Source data
==========

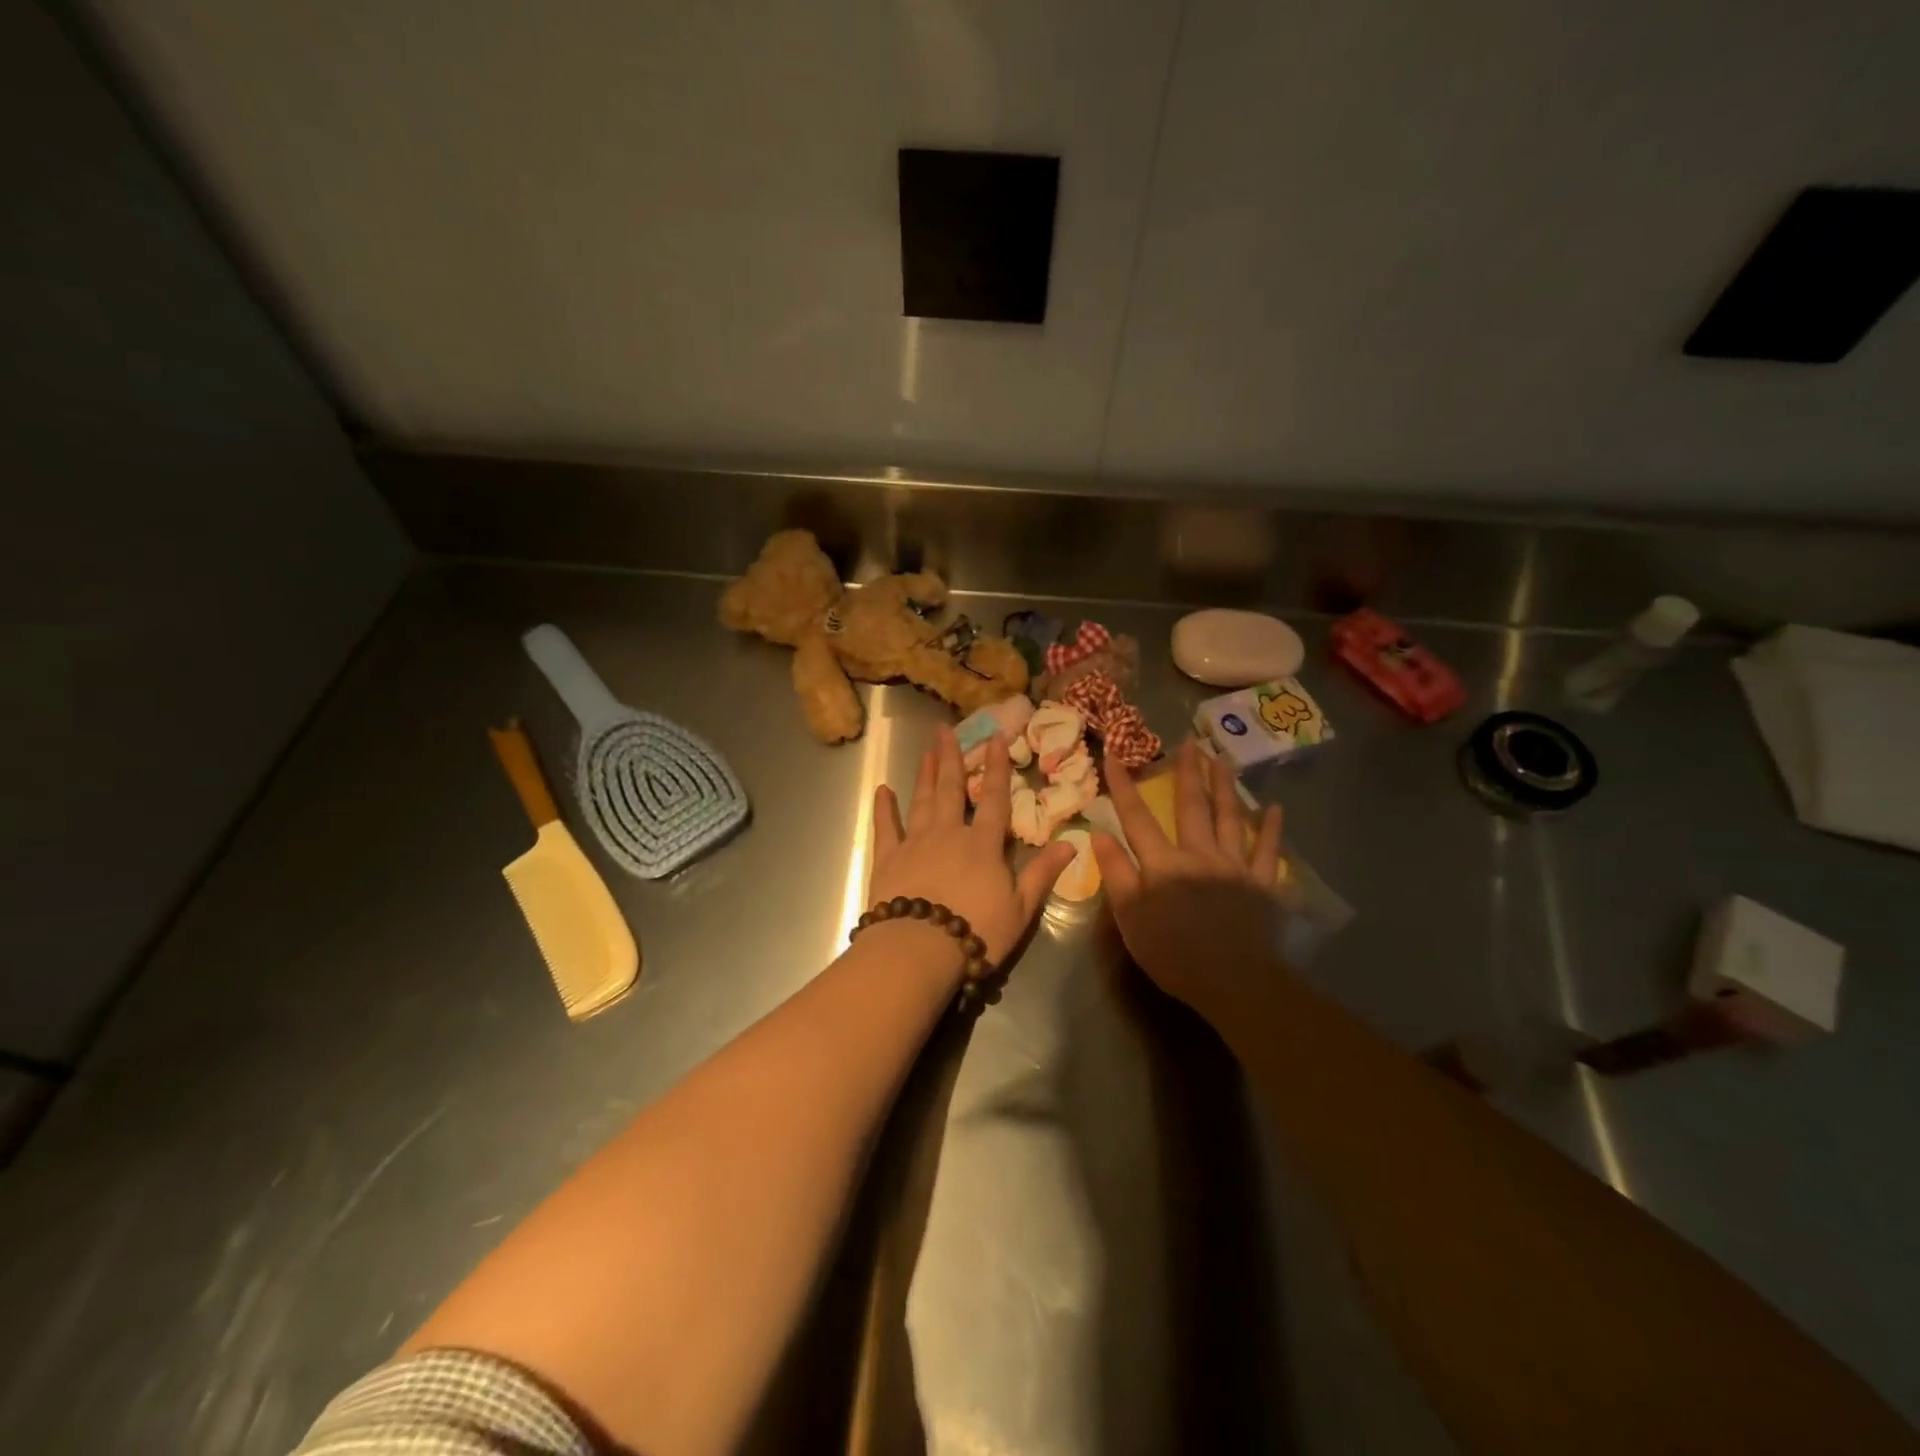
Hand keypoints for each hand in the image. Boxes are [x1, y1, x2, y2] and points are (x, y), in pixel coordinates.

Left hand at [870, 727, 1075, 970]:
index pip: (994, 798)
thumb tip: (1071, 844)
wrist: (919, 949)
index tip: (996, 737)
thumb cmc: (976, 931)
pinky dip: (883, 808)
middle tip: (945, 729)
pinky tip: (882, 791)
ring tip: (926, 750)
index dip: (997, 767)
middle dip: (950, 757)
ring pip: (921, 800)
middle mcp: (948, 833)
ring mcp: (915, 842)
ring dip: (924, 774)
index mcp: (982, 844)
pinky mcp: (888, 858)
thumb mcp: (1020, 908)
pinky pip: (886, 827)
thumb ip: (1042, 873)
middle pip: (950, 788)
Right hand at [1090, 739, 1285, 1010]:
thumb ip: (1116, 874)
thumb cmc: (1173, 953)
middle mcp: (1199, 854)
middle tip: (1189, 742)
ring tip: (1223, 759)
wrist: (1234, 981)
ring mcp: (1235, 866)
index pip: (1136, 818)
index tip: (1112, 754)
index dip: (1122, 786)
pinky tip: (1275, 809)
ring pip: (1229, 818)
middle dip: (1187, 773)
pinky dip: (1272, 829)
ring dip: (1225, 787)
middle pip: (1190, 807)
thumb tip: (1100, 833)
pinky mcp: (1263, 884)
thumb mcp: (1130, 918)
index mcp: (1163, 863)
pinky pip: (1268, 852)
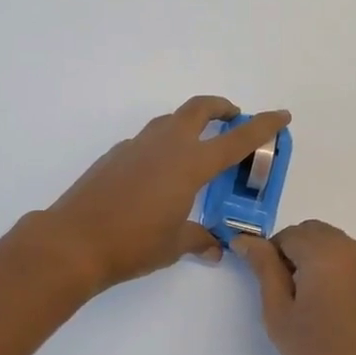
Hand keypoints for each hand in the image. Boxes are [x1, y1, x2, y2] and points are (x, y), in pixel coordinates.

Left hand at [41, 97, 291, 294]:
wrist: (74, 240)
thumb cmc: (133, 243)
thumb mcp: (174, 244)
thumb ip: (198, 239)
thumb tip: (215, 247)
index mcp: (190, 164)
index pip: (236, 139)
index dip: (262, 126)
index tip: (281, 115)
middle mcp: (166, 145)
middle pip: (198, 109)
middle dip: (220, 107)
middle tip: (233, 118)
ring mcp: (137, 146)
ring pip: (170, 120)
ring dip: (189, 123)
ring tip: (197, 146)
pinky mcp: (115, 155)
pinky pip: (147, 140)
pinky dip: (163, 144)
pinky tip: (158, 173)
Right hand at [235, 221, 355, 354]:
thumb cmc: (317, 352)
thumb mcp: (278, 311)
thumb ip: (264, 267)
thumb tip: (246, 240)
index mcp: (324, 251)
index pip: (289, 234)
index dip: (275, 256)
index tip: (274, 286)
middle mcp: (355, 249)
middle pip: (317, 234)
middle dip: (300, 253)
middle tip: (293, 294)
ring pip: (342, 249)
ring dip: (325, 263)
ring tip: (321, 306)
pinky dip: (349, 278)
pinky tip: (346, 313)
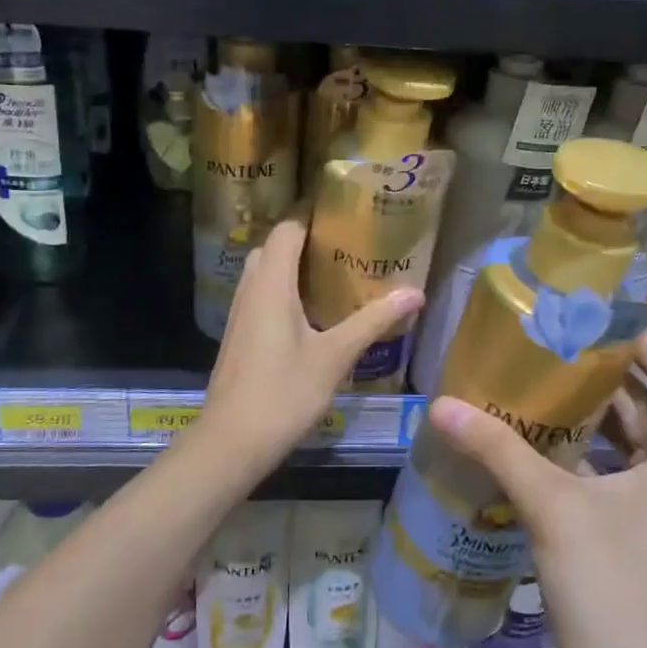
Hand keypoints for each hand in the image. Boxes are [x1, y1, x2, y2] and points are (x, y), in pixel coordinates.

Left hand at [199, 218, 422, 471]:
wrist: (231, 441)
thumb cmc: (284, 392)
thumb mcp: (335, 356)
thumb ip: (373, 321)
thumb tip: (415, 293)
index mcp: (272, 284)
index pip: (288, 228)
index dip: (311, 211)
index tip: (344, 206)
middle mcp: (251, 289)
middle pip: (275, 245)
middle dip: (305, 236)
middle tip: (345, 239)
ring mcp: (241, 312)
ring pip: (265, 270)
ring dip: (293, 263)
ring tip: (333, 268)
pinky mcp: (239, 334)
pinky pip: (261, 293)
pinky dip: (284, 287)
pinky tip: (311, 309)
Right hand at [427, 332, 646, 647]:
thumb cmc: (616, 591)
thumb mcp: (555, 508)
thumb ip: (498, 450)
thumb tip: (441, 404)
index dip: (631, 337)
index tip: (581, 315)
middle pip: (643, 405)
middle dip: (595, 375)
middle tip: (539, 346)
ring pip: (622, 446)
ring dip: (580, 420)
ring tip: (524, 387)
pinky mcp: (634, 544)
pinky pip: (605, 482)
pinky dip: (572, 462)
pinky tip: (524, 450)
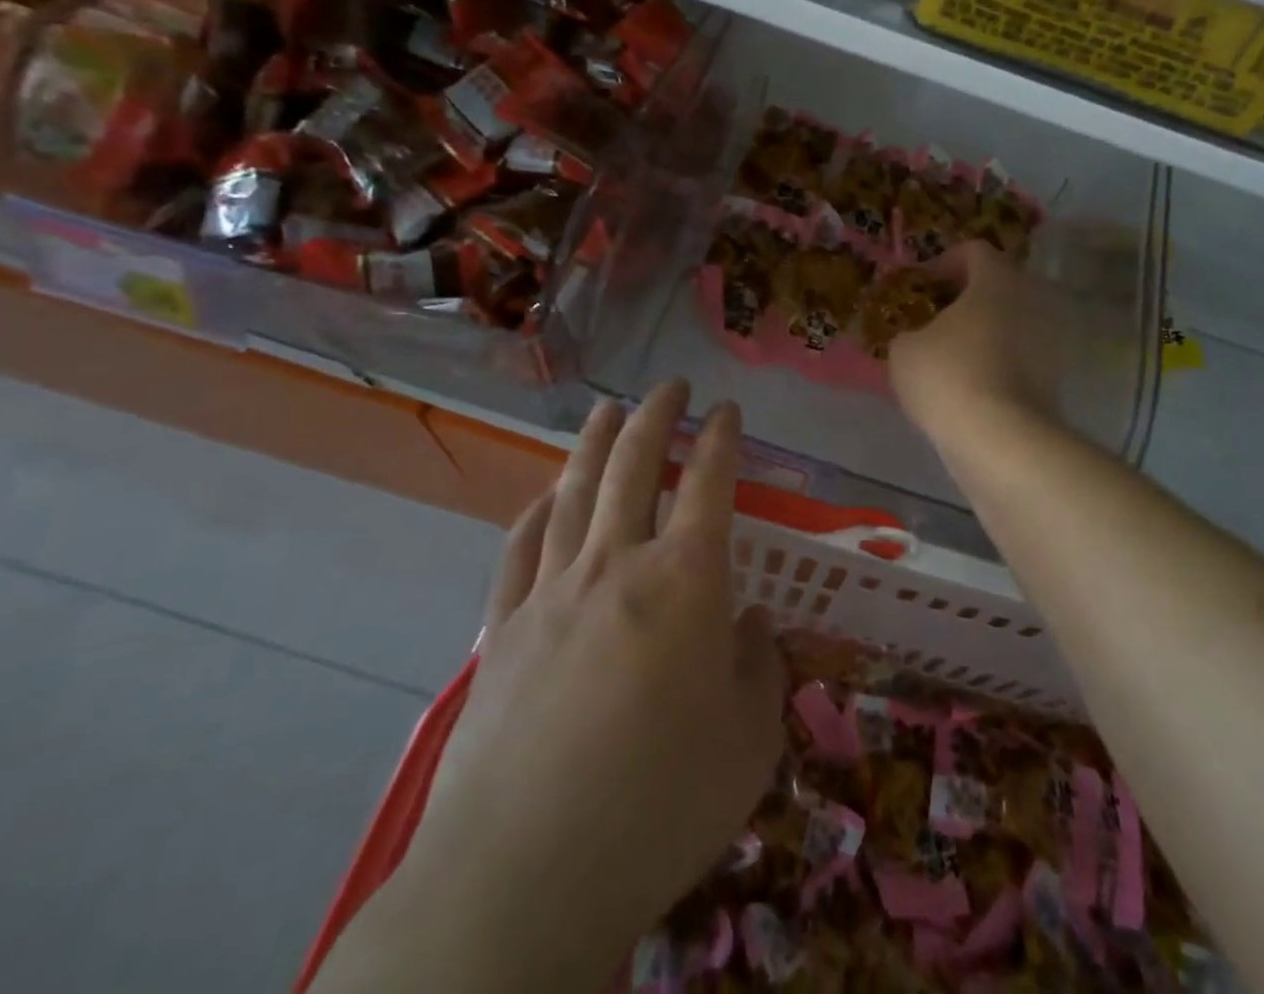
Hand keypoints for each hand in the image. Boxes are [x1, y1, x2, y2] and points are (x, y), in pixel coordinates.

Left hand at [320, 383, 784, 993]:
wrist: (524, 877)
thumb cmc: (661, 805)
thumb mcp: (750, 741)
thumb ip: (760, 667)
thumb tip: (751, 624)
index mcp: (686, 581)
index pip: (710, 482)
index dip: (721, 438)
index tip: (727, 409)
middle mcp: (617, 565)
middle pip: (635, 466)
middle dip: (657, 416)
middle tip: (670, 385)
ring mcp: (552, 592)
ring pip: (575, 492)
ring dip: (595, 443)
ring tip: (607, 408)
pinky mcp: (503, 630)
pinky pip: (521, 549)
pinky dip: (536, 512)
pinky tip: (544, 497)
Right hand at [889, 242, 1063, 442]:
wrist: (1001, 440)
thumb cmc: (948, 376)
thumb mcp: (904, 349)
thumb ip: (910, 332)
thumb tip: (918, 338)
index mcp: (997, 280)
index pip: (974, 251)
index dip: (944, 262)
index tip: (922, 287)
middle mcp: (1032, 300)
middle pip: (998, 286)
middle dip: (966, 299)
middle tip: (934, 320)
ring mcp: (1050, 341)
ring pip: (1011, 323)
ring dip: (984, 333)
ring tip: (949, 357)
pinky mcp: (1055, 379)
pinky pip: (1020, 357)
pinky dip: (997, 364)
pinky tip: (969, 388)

==========

#### [Your instructions]
Copy every record character for character. Skip the pictures.

#### [Task output]
Hand keypoints for each hand in the image. Boxes are [x1, y1, x2, y2] and points are (x, y), in pixel coordinates.

Left hand at [870, 727, 1075, 970]:
index pip: (994, 798)
thumb tip: (1071, 844)
wrist: (919, 949)
index tip: (996, 737)
thumb cmc: (976, 931)
pinky dip: (883, 808)
middle tip: (945, 729)
pinky tip: (882, 791)
ring tip: (926, 750)
index dip: (997, 767)
middle dip: (950, 757)
ring pip: (921, 800)
middle mcp: (948, 833)
ring mcp: (915, 842)
ring dip: (924, 774)
index mcp: (982, 844)
pinky mcp: (888, 858)
thumb mcp: (1020, 908)
pinky pip: (886, 827)
thumb ip: (1042, 873)
middle pip: (950, 788)
Right hand at [1090, 739, 1285, 1010]:
thumb ip: (1116, 874)
thumb cmc: (1173, 953)
middle mcp: (1199, 854)
middle tip: (1189, 742)
ring tip: (1223, 759)
wrist: (1234, 981)
ring mcp: (1235, 866)
index pip: (1136, 818)
index tip: (1112, 754)
index dip: (1122, 786)
pinky tip: (1275, 809)
ring pip: (1229, 818)
middle dip: (1187, 773)
pinky dip: (1272, 829)
ring dip: (1225, 787)
middle pip: (1190, 807)
thumb tip: (1100, 833)
pinky mcp: (1263, 884)
thumb mcp: (1130, 918)
index mcp: (1163, 863)
pinky pip: (1268, 852)
Hand keypoints for each hand in the image. Boxes are [x1, y1, x2, y2] and points are (x, y), in pixel coordinates.

Left hand at [41, 97, 291, 294]:
wrist: (74, 240)
thumb cmc: (133, 243)
thumb mcp: (174, 244)
thumb ip: (198, 239)
thumb tip: (215, 247)
index mcp: (190, 164)
index pip: (236, 139)
index dip: (262, 126)
index tip: (281, 115)
middle mcp: (166, 145)
middle pip: (198, 109)
middle dip: (220, 107)
middle tip: (233, 118)
ring mcp: (137, 146)
ring pip: (170, 120)
ring dip: (189, 123)
ring tip: (197, 146)
pinky mcp: (115, 155)
pinky pip: (147, 140)
pinky dip: (163, 144)
pinky tip: (158, 173)
Right hand at [235, 221, 355, 354]:
thumb cmc: (317, 352)
thumb mcp: (278, 311)
thumb ip: (264, 267)
thumb tip: (246, 240)
index mcp: (324, 251)
index pip: (289, 234)
index dip: (275, 256)
index tip: (274, 286)
middle mcp: (355, 249)
middle pip: (317, 234)
middle dip: (300, 253)
middle tip: (293, 294)
ring pip: (342, 249)
ring dip: (325, 263)
ring tip: (321, 306)
pinky dip: (349, 278)
pinky tip: (346, 313)
Hand keypoints for each hand in the image. Boxes are [x1, y1, x2, y2] and points are (x, y), in pixel coordinates.

Left hand at [199, 218, 422, 471]:
wrist: (231, 441)
thumb cmc: (284, 392)
thumb mcp: (335, 356)
thumb ip: (373, 321)
thumb tip: (415, 293)
index mcp: (272, 284)
index pip: (288, 228)
index dip: (311, 211)
index tip: (344, 206)
middle mcp: (251, 289)
middle pip: (275, 245)
middle dip: (305, 236)
middle tip: (345, 239)
ring mcp: (241, 312)
ring pip: (265, 270)
ring dip: (293, 263)
ring tip: (333, 268)
pinky mcp: (239, 334)
pinky pip: (261, 293)
pinky dip: (284, 287)
pinky tip: (311, 309)
Right hand at [427, 332, 646, 647]:
thumb cmc: (616, 591)
thumb mcp: (555, 508)
thumb ip: (498, 450)
thumb tip: (441, 404)
index dip: (631, 337)
index tip: (581, 315)
middle pip: (643, 405)
middle dip: (595, 375)
middle tip: (539, 346)
ring pip: (622, 446)
ring dip: (580, 420)
ring tip: (524, 387)
pinky mcp: (634, 544)
pinky pip: (605, 482)
pinky dip: (572, 462)
pinky tip: (524, 450)
Hand keypoints for each hand in the image. Boxes are [x1, y1, x2, y2] and points are (x, y), in pixel coordinates.

Left hand at [320, 383, 784, 993]:
wrist: (524, 877)
thumb cmc: (661, 805)
thumb mcp: (750, 741)
thumb ip: (760, 667)
thumb tip: (751, 624)
index mcp: (686, 581)
index pip: (710, 482)
index dip: (721, 438)
index tip: (727, 409)
middle mcp: (617, 565)
middle pip: (635, 466)
middle dip: (657, 416)
middle tip: (670, 385)
ring mcp: (552, 592)
ring pip: (575, 492)
ring dip: (595, 443)
ring tip: (607, 408)
pinky mcp: (503, 630)
pinky pip: (521, 549)
pinky dip: (536, 512)
pinky tip: (544, 497)
Right hand at [889, 242, 1063, 442]:
wrist: (1001, 440)
thumb cmc: (948, 376)
thumb mcp: (904, 349)
thumb ip: (910, 332)
thumb tip: (918, 338)
index mcp: (997, 280)
index pip: (974, 251)
index dip: (944, 262)
index tip: (922, 287)
middle mcp: (1032, 300)
middle pip: (998, 286)
middle dip: (966, 299)
middle tip: (934, 320)
ring mcp: (1050, 341)
ring pip: (1011, 323)
ring dip: (984, 333)
ring tip: (949, 357)
pinky mcp: (1055, 379)
pinky pip: (1020, 357)
pinky dip: (997, 364)
pinky tip: (969, 388)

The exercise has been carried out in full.